Still, Stutz said the utility will try to lobby legislators to clarify or modify some amendment provisions before it becomes law, most importantly who should pay for adding electricgenerating capacity produced by renewable energy sources.

The amendment caps residential rate increases at 50 cents a month to pay for adding renewable energy infrastructure such as wind turbines, but utilities say it will cost far more than that to provide the energy, raising the specter of big rate increases for commercial and industrial customers.

The amendment requires utilities that serve more than 40,000 customers to provide 3 percent of electricity sales from renewable energy sources by 2007; 6 percent by 2011; and 10 percent by 2015.

Of those amounts, 4 percent must come from solar power, which utilities say is extremely expensive compared with other forms of renewable energy, particularly wind power.

Meeting the renewable standard will be far easier for Xcel than for other large utilities in the state.

The utility has 250 megawatts of wind power and plans to add 500 megawatts by the end of next year. That would bring the utility in compliance with the amendment through 2010, Stutz said.

Colorado Springs Utilities derives about 1 percent of its electricity from wind and 9 percent from medium-sized hydropower. But the amendment excludes utilities from meeting the standards with all but the smallest hydro units, presumably because of environmental concerns.

Berry and Bill Schroeder, manager of public affairs for Intermountain, said the utilities are examining the votes for and against Amendment 37 in their areas.

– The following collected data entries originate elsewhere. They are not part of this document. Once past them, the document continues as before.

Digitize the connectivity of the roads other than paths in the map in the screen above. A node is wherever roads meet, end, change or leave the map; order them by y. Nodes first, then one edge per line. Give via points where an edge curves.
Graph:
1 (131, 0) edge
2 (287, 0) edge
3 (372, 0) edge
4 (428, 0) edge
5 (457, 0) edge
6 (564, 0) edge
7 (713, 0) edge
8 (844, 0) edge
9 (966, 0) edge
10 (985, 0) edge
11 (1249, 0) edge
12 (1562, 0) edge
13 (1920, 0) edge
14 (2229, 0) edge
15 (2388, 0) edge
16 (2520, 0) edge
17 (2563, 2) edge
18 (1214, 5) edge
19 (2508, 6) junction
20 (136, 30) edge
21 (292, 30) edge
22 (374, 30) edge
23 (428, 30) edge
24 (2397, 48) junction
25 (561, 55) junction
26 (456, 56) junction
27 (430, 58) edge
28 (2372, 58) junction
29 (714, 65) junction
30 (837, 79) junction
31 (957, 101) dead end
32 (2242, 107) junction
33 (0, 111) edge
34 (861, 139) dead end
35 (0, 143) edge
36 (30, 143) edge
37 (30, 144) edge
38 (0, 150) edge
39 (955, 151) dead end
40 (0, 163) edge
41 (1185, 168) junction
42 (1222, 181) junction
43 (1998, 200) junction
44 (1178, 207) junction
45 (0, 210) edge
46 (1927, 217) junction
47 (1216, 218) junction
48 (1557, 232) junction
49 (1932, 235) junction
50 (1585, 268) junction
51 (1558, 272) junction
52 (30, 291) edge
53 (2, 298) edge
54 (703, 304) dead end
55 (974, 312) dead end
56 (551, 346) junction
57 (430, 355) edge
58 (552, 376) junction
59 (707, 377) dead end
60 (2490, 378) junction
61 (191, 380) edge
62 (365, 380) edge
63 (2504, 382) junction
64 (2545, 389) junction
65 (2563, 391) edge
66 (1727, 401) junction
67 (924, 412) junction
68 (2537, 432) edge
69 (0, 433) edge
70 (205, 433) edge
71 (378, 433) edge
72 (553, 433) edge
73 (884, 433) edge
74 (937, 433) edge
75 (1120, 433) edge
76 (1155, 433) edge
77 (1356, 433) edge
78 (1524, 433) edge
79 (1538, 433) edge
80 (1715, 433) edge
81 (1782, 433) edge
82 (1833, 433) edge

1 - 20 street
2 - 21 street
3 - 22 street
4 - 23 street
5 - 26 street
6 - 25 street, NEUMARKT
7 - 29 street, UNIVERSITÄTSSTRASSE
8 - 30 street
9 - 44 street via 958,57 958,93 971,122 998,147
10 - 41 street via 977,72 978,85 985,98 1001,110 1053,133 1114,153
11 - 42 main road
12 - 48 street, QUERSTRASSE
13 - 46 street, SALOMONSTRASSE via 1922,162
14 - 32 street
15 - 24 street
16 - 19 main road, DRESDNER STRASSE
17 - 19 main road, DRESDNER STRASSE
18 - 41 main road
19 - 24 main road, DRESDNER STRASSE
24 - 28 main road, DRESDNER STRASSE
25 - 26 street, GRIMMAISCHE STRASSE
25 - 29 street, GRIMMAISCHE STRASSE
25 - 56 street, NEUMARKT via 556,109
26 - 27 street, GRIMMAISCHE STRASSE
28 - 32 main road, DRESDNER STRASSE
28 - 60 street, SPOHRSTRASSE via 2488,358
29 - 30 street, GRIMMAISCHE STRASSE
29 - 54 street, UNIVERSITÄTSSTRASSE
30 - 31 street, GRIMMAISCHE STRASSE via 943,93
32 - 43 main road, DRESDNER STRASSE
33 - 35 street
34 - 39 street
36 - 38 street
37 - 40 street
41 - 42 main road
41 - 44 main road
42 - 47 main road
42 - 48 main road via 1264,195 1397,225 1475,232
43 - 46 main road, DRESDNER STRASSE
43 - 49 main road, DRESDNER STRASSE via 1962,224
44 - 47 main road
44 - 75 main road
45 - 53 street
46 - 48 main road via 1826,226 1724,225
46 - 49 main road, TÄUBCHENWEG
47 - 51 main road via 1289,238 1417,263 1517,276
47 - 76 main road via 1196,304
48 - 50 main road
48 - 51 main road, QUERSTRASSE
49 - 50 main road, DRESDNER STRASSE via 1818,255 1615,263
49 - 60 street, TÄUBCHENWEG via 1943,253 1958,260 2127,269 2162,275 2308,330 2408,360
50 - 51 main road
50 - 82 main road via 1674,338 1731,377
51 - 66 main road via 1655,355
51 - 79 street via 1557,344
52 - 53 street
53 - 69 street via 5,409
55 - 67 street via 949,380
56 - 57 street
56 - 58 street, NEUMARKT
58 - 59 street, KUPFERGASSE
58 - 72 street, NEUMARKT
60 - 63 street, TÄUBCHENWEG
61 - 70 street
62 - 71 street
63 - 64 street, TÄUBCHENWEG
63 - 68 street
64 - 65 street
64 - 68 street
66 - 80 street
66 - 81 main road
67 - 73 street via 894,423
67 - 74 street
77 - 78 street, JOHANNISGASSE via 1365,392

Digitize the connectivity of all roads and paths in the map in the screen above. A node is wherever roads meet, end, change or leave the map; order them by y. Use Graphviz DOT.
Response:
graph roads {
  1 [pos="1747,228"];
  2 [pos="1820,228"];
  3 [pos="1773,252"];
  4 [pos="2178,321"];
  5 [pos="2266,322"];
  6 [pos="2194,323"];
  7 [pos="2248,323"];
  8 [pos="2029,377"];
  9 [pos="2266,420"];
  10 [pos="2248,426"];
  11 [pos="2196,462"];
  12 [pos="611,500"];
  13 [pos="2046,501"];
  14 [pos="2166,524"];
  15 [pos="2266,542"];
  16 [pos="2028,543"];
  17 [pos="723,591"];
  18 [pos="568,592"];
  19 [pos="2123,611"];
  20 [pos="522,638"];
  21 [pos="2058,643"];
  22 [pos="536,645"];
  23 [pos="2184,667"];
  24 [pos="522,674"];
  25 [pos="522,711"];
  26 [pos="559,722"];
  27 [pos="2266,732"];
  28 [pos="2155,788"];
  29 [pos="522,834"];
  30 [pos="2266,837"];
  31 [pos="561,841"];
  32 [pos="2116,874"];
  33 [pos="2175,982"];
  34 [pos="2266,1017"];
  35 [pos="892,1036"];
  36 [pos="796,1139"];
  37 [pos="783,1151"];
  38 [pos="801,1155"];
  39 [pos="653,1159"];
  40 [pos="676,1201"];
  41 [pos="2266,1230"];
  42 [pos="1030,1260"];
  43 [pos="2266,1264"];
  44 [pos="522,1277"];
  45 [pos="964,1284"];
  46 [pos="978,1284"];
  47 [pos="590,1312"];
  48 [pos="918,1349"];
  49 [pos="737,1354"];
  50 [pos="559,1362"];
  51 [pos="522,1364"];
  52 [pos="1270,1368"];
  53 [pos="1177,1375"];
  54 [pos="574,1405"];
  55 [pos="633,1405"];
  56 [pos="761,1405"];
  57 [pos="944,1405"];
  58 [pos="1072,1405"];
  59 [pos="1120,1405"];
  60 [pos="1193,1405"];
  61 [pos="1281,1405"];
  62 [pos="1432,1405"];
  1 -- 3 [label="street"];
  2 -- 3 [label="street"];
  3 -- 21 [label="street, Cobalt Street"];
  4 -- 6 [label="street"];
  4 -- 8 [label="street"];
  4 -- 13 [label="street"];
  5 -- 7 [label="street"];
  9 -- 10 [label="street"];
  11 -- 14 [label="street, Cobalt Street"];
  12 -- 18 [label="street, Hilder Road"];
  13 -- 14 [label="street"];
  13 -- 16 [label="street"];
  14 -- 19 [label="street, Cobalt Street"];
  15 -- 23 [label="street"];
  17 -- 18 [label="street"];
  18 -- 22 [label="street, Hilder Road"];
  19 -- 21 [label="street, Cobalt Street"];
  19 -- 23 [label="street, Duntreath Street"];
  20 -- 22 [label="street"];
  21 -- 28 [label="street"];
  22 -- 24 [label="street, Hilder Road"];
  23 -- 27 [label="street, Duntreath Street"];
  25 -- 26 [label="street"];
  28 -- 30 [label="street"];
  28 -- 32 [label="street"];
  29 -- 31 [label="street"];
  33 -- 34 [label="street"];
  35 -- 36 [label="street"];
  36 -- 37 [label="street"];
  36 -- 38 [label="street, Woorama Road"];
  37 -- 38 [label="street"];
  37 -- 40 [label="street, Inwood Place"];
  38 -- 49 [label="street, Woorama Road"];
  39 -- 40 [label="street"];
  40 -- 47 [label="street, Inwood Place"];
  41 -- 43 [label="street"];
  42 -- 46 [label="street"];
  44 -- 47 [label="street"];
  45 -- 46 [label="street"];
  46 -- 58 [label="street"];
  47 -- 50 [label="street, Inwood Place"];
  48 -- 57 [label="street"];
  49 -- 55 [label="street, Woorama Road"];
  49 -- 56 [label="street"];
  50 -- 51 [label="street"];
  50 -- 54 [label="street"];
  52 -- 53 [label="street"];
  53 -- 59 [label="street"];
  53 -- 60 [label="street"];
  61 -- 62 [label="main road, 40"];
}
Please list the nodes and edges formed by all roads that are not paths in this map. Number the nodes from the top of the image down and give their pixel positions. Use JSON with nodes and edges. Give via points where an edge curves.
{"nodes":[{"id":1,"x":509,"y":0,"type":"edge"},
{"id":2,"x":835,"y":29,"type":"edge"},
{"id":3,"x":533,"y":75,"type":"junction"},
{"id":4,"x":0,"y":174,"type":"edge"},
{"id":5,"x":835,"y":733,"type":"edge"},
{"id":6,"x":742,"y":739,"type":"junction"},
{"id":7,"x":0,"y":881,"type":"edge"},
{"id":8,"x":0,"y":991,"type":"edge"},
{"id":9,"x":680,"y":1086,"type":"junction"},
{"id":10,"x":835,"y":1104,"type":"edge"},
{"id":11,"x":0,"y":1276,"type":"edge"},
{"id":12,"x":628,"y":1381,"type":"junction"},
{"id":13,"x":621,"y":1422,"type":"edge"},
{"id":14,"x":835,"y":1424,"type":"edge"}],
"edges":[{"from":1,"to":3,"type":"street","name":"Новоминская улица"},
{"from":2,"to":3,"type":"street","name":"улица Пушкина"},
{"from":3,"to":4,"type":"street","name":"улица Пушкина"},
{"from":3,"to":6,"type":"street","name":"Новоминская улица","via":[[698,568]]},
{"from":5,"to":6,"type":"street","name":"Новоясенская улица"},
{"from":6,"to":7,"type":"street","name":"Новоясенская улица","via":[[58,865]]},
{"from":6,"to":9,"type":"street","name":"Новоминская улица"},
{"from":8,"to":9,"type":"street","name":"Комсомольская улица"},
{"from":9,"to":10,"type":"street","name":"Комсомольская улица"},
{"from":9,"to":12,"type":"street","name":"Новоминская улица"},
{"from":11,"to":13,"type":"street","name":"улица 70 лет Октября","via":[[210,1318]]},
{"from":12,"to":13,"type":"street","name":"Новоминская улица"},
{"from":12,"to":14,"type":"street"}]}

They said it appeared their customers had rejected the amendment.

The amendment allows utilities to opt out of the standards if a majority of customers approves an exemption in a special election. If city officials want to place such an item on the April 5 municipal ballot, they still have several weeks to do so.

Stutz said Xcel will not seek to opt out of the amendment’s requirements. With 1 million customers, he said, such an election would be a costly exercise. Besides, he said, the majority of the utility’s customers live in counties that heavily favored the amendment.

Final vote results showed 65.7 of Colorado voters approved the amendment. In El Paso County, however, only 44.5 percent of voters voted for it.